### EXERCISE BRIEF:
Go through the entries and tally the lines containing the word "roads". Only the total is wanted.

*** Opening of RECORDS PROVIDED ***

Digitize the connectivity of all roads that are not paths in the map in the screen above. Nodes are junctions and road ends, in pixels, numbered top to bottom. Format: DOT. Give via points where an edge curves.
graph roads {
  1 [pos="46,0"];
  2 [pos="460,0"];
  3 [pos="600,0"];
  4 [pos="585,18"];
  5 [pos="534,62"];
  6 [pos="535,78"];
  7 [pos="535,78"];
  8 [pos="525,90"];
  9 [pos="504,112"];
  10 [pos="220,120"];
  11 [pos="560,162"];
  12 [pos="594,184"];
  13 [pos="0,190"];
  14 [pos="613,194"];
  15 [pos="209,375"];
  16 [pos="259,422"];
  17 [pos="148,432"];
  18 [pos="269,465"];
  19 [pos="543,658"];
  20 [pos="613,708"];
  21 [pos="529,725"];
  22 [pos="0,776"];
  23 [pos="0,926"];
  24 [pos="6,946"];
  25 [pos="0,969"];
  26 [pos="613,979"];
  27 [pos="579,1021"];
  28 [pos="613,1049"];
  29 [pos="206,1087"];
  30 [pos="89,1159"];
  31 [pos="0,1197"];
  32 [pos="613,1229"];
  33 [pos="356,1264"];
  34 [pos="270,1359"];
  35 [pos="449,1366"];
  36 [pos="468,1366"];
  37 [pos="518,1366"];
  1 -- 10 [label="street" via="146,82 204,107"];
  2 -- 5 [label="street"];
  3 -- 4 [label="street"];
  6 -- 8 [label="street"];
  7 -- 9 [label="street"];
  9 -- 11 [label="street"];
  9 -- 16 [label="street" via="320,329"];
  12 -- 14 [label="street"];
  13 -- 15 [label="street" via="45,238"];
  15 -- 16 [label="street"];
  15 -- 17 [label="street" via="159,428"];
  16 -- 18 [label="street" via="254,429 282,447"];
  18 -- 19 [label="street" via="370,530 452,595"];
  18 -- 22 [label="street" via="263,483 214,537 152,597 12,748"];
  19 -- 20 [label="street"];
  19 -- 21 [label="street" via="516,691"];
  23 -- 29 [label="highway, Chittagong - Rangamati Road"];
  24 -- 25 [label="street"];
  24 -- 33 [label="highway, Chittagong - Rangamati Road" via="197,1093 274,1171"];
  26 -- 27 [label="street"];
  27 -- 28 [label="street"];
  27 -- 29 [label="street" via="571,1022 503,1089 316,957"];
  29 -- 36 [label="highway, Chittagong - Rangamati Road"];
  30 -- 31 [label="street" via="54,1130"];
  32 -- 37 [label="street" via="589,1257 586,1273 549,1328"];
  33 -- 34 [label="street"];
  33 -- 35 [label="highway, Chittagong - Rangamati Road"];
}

*** Close of RECORDS PROVIDED ***

### YOUR SOLUTION:
2